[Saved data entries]
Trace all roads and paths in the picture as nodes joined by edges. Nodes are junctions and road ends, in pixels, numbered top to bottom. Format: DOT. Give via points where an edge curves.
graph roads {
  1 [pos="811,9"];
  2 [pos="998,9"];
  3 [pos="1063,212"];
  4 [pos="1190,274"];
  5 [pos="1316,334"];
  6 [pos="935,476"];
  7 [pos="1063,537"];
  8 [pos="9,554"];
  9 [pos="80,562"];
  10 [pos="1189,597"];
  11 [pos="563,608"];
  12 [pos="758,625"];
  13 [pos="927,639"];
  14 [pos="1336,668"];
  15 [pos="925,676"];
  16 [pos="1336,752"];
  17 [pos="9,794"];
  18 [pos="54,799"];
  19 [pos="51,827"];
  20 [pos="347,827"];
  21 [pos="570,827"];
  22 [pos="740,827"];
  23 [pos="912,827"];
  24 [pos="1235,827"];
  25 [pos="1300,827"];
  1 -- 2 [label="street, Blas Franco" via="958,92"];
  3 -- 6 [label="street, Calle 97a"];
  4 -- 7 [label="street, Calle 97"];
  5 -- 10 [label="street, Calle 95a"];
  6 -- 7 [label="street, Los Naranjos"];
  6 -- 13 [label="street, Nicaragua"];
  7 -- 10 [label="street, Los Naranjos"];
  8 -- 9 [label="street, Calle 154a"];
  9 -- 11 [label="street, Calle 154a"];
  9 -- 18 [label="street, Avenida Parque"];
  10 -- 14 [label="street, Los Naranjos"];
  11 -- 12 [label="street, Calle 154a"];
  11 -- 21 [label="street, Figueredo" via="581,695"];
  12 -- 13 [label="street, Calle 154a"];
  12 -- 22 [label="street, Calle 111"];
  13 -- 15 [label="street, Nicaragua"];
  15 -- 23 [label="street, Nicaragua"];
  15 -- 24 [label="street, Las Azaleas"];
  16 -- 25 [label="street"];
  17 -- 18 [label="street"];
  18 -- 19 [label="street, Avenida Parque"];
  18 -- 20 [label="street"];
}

__Action item__
Look through the entries above and find each line where the word "Avenida" occurs; copy those lines.

__Solution below__
  9 -- 18 [label="street, Avenida Parque"];
  18 -- 19 [label="street, Avenida Parque"];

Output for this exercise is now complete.